### Data Processing Pipeline
  
*Gian Favero and Michael Montemurri, Mila, 2024*

This notebook performs the following steps for the 2025 NFL Big Data Bowl competition:
1. Load raw data from `players.csv`, `player_play.csv`, `plays.csv`, and `tracking_week_X.csv`.
2. Clean and preprocess data. 
3. Save data to be used later on downstream tasks.

In [1]:
import random
import os
import torch
import numpy as np

root_dir = os.getcwd()
print(root_dir)

# Go back a directory to access the data folder
os.chdir(os.path.join(root_dir, '..'))

from data.scripts.data_cleaning import clean_data, aggregate_data, strip_unused_data

# set manual custom seed for reproducibility
def set_random_seed(value): 
    g = torch.manual_seed(value)   
    np.random.seed(value)
    random.seed(value)
    torch.backends.cudnn.deterministic=True
    return g

# set seed
set_random_seed(42)

/cim/faverog/BigData25/notebooks


<torch._C.Generator at 0x7fa79cbbf6b0>

### Pre-Processing Steps

1. Based on "Uncovering Tackle Opportunities and Missed Opportunities", a 2024 NFL Big Data Bowl Finalist
2. All plays are flipped such that xy-coordinate based data is for a team driving left to right
3. All player orientation (angle) is from a reference of 0 degrees (right) and rotates counter clockwise
4. Plays nullified by penalties are removed (there are none)
5. Plays that are a QB kneel, spike, or sneak are removed.
6. Plays that occur when `preSnapHomeTeamWinProbability` or `preSnapVisitorTeamWinProbability` are greater than 95% are removed. This is commonly referred to as "garbage time" and the losing team often stat pads here.
7. `player_play.csv`, `players.csv`, and `tracking_week_X.csv` are merged on the `["gameId", "playId", "nflId"]` axes, 
which is then merged with plays.csv on the `["gameId", "playId", "nflId"]` axes.

In [2]:
# Set paths to local data files
players_fname = os.path.join("data/raw/players.csv")
plays_fname = os.path.join("data/raw/plays.csv")
player_play_fname = os.path.join("data/raw/player_play.csv")
games_fname = os.path.join("data/raw/games.csv")
tracking_fname_list = [os.path.join(f"data/raw/tracking_week_{i}.csv") for i in range(1,10)]

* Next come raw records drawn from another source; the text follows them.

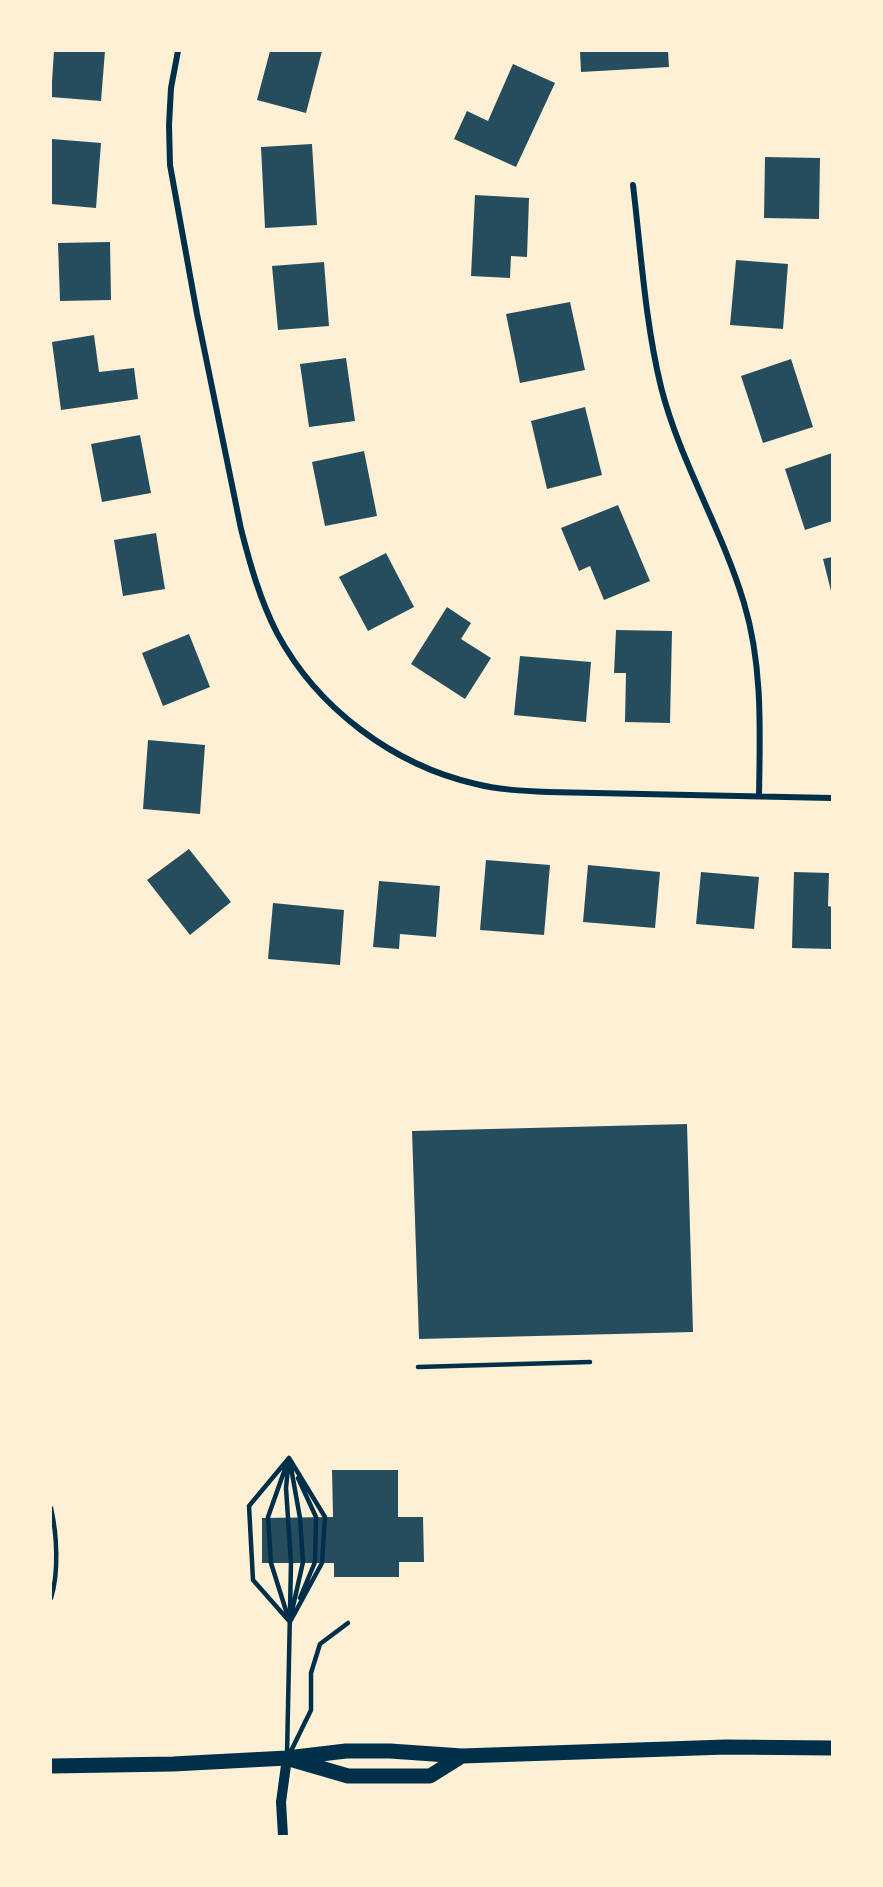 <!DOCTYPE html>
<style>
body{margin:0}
#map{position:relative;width:883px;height:1887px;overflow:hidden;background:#fdf0d5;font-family:Inter,sans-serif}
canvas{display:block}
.frame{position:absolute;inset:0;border:52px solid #fdf0d5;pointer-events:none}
</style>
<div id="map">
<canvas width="883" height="1887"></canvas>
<div class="frame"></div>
</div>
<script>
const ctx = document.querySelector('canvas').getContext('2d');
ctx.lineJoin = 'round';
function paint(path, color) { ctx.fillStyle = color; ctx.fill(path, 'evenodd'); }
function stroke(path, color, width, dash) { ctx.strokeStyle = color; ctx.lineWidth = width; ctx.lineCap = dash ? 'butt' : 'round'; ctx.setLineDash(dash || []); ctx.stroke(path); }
paint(new Path2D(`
 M54,51h51l-4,50 -50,-4z
 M270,51h52l-16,62 -49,-13z
 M580,51h88l1,16 -88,5z
 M513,64l42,19 -39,84 -62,-28 13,-28 21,10z
 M52,139l49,4 -5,65 -45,-4z
 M312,144l5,81 -52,3 -4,-81z
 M765,157l55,1 -1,61 -55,-1z
 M475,195l54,3 -2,59 -16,-1 -1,22 -39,-2z
 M110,242l1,58 -51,1 -2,-58z
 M736,260l52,4 -5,65 -53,-4z
 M324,262l5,64 -51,4 -6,-64z
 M570,302l15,68 -65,13 -14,-69z
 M94,335l5,37 35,-4 4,31 -77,11 -9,-68z
 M346,358l9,63 -46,6 -9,-63z
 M791,359l22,68 -50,16 -22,-67z
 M585,407l17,68 -55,14 -16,-68z
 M140,435l11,58 -49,9 -11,-58z
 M364,451l13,65 -52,10 -13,-64z
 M832,453v68l-27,9 -20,-61z
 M618,505l32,76 -46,19 -14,-34 -11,5 -18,-43z
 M156,533l9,56 -42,7 -9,-56z
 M386,553l28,54 -46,24 -29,-54z
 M832,557v34h-1l-8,-32z
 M447,607l24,16 -10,16 30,19 -26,41 -54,-35z
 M616,630l56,1 -2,92 -45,-1 1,-49h-12z
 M189,634l21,53 -47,19 -21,-53z
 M520,656l71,6 -5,60 -72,-7z
 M148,740l57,5 -5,69 -57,-5z
 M189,849l42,53 -41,33 -43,-55z
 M486,860l64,5 -6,70 -64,-5z
 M588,865l72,7 -5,56 -72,-6z
 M701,872l58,5 -5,52 -58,-5z
 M794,872l35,1 -1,33 4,1v42l-40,-1z
 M379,881l61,5 -4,51 -36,-3 -1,15 -26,-2z
 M273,903l71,7 -4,55 -72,-6z
 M687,1124l6,208 -274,7 -7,-208z
 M332,1470h66v47h25l1,45h-25v15h-65v-14h-72v-45l71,-1z`), '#264d5e');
stroke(new Path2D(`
 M418,1367l172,-5
 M289,1458l-40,48 4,74 37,42
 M289,1458l36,59 -3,46 -31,57
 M290,1462l10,56 3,44 -11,49
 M286,1466l-18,51 3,46 17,54
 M298,1478l18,39 -1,45 -15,36
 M51,1508c6,26 8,65 0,90
 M290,1753l21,-43v-37l9,-29 28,-21
 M287,1755l4,-192 -5,-75 3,-30`), '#003049', 4.5);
stroke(new Path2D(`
 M178,51l-7,37 -2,37 1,40 27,149 44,215c9,35 19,71 36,104 40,75 116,132 199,151 24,6 48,7 72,8l284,6
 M633,185c8,67 12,136 28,202 19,75 61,142 83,216 19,63 16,129 15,193`), '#003049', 6);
stroke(new Path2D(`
 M283,1836l-2,-34 6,-44`), '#003049', 10);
stroke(new Path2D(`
 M293,1760l55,16h82l32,-20
 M51,1766l122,-2 114,-6 59,-7h44l72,5 264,-9 106,1`), '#003049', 15);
</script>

# Aggregate data from the plays.csv, players.csv, and any tracking data into one aggregate dataframe.
df = aggregate_data(
    players_fname=players_fname, 
    plays_fname=plays_fname,
    player_play_fname=player_play_fname, 
    games_fname=games_fname,
    tracking_fname_list=tracking_fname_list,
    )

# Preprocess and clean the data 
df_clean = clean_data(df, 'at_snap') # ['at_snap', 'presnap', 'postsnap', 'all']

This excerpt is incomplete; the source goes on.